**Problem details:** Using the entries below, copy out all lines where "HILL" is found.

**Data for processing:**
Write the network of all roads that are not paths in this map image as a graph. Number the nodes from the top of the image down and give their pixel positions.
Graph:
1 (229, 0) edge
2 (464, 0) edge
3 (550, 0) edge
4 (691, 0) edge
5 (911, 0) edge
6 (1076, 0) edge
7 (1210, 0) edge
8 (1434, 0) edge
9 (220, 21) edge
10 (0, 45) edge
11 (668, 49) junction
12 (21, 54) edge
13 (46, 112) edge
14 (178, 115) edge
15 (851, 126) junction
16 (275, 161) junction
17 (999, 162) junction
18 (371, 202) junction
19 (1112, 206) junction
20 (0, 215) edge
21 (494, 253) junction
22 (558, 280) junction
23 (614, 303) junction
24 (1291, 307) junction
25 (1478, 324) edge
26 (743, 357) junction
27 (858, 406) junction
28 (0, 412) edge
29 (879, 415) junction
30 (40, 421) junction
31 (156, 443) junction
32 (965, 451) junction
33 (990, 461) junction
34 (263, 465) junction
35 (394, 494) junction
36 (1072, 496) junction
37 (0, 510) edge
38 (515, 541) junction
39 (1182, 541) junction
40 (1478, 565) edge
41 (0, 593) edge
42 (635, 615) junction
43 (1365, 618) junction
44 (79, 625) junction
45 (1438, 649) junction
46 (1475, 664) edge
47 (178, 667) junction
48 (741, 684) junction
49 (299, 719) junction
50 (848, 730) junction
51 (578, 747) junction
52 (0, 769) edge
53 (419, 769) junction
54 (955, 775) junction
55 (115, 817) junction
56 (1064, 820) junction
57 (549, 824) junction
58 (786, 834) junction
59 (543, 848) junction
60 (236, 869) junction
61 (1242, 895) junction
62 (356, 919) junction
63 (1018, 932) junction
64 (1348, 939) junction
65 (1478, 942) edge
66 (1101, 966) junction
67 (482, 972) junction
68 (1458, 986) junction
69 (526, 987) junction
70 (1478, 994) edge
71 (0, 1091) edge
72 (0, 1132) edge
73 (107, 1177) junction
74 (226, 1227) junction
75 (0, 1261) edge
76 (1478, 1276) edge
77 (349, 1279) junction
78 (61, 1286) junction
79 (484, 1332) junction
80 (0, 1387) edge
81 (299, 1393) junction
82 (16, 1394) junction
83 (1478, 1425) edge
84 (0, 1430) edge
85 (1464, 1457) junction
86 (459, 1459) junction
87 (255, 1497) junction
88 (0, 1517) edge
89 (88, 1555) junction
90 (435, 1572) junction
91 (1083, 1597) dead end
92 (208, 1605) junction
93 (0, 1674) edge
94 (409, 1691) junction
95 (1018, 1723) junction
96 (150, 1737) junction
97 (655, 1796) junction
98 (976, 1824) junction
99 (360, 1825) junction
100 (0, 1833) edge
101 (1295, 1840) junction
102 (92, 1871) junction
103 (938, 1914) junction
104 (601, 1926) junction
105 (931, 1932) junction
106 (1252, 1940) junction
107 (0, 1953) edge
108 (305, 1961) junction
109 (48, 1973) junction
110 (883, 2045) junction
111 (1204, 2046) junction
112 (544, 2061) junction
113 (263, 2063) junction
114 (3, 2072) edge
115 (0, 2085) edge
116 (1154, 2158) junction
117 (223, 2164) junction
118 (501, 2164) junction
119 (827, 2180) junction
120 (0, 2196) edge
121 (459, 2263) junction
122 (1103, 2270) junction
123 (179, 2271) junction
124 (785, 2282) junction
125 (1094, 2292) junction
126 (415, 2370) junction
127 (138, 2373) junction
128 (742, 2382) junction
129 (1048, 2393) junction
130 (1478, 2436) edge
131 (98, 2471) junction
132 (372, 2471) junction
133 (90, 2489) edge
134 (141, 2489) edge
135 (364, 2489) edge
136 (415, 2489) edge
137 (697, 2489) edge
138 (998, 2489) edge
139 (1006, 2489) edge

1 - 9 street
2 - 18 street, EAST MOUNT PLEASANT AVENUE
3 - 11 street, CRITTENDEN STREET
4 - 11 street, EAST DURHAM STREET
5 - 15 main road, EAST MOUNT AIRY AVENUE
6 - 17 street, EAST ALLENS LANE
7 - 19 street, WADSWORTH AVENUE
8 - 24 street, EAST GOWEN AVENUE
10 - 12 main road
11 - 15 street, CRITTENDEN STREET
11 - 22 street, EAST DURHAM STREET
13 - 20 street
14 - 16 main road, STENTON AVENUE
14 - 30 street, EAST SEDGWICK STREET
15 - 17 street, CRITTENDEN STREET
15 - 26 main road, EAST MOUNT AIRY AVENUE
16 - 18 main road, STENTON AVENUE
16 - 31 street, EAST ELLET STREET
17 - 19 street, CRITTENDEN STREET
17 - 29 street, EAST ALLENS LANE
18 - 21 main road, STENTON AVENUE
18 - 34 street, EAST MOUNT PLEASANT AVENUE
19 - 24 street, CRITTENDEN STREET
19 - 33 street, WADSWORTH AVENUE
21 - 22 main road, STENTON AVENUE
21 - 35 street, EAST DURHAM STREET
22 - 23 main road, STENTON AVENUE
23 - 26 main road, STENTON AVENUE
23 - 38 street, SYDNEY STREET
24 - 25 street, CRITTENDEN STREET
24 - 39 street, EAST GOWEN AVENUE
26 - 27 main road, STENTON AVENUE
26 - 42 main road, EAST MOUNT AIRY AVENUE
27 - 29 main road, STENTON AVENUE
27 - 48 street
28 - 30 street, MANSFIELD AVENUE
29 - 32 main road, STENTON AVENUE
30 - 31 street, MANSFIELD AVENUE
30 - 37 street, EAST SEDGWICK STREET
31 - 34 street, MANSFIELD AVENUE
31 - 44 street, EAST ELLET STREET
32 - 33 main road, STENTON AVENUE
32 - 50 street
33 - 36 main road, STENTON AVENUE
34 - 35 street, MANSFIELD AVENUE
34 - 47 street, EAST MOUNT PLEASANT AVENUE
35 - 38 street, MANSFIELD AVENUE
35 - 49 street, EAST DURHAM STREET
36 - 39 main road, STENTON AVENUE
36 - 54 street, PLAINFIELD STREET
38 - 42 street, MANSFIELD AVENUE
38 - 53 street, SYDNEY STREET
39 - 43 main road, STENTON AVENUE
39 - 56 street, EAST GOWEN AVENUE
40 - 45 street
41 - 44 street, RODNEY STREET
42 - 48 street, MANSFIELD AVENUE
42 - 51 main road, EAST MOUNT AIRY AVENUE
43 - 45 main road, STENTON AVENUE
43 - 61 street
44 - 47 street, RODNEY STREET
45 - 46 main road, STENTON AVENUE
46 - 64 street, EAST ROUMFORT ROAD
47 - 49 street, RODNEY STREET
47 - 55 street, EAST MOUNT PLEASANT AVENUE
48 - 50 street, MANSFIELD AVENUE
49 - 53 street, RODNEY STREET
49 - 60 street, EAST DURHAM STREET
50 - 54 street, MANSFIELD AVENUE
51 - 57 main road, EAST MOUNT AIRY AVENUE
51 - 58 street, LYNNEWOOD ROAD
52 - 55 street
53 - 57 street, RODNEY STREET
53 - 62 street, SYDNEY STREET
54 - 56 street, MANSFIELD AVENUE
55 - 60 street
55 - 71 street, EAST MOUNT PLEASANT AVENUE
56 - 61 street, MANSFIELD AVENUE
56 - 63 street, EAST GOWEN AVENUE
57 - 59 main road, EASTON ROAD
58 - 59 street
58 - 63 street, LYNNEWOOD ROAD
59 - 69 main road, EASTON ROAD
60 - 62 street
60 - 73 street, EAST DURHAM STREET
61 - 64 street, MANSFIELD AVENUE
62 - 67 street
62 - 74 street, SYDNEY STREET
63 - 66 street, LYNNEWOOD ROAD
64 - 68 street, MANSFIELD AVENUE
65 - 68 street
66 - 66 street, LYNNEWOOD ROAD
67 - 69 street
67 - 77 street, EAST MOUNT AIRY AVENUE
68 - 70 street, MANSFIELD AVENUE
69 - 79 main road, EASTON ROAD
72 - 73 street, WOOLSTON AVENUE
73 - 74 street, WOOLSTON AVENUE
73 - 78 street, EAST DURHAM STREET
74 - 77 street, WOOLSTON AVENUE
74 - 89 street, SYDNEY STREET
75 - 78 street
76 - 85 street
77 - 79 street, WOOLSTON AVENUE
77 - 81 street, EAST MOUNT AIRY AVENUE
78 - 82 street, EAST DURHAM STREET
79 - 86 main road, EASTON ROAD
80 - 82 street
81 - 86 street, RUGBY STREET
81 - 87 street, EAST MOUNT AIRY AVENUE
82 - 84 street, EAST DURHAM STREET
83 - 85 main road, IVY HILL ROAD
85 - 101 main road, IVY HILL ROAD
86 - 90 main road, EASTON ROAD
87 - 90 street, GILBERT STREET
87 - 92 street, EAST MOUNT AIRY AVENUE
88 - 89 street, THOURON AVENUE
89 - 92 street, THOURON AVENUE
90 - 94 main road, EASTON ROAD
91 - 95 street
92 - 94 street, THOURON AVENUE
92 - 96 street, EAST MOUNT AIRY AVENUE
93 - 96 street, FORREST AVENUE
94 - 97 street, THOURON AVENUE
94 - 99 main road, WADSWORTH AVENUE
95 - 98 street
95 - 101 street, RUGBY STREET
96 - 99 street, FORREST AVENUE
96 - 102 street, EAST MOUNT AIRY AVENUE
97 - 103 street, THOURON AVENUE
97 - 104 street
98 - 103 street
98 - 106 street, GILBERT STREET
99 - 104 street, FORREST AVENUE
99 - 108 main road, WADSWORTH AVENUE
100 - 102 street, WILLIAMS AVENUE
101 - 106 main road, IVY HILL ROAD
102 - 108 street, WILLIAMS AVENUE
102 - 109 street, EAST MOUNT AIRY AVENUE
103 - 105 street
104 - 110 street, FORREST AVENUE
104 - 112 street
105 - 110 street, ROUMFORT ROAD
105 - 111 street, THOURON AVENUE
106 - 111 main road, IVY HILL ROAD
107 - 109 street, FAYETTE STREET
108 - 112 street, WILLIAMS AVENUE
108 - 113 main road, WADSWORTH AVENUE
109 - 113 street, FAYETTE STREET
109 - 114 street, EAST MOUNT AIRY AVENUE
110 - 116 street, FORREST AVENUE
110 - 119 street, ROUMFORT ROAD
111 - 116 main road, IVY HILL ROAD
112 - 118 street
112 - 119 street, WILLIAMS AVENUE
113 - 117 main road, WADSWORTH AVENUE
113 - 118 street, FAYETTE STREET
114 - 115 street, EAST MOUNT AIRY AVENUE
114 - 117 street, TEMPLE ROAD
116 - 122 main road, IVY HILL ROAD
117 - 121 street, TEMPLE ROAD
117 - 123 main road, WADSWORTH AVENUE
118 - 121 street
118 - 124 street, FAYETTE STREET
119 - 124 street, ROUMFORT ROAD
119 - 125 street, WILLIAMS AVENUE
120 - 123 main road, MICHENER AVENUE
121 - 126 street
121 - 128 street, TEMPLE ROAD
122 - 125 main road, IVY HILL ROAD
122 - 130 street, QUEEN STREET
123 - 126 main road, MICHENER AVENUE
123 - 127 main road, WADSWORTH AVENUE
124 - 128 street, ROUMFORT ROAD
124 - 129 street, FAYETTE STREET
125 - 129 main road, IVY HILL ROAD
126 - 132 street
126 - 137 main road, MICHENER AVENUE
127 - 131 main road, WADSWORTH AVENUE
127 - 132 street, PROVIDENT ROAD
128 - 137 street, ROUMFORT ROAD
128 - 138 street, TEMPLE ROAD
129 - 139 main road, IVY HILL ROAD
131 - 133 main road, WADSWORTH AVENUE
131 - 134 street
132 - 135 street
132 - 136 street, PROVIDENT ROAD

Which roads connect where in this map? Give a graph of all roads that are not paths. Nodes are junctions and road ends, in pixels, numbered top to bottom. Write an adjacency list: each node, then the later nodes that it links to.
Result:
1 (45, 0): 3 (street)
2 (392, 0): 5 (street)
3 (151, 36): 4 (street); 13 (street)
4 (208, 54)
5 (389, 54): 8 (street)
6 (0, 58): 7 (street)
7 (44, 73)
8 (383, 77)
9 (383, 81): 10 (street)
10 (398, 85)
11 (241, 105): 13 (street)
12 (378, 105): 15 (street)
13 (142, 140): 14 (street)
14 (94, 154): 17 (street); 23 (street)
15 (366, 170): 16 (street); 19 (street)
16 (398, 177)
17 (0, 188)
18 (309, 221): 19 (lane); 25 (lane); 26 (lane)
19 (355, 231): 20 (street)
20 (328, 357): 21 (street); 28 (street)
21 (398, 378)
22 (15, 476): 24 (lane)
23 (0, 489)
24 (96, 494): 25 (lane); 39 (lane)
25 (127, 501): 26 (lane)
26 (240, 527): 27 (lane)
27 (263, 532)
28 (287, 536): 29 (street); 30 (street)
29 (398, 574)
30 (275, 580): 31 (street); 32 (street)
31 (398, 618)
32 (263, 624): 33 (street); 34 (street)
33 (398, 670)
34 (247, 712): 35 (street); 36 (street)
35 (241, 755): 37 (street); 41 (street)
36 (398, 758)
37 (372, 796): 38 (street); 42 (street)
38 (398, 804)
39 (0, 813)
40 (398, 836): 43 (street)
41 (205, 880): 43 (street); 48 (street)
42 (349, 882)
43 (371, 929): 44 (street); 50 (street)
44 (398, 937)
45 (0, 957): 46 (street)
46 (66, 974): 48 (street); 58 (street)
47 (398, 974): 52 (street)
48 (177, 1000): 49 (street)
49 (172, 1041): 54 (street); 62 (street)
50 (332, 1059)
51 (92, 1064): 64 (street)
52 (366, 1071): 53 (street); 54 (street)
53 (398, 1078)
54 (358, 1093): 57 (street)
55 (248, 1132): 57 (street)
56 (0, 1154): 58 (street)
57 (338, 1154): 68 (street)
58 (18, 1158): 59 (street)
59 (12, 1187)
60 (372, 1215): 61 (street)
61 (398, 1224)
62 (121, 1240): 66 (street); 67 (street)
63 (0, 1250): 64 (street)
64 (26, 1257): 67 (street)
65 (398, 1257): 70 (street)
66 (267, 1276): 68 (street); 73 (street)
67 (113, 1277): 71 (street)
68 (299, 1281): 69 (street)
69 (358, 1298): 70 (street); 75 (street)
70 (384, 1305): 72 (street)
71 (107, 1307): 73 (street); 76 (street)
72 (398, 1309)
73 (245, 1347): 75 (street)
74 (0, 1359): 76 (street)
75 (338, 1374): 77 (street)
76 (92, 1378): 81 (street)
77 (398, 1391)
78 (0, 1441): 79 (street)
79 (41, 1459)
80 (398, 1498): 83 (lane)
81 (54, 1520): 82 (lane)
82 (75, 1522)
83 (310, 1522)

**Solution to the exercise:**
83 - 85 main road, IVY HILL ROAD
85 - 101 main road, IVY HILL ROAD
101 - 106 main road, IVY HILL ROAD
106 - 111 main road, IVY HILL ROAD
111 - 116 main road, IVY HILL ROAD
116 - 122 main road, IVY HILL ROAD
122 - 125 main road, IVY HILL ROAD
125 - 129 main road, IVY HILL ROAD
129 - 139 main road, IVY HILL ROAD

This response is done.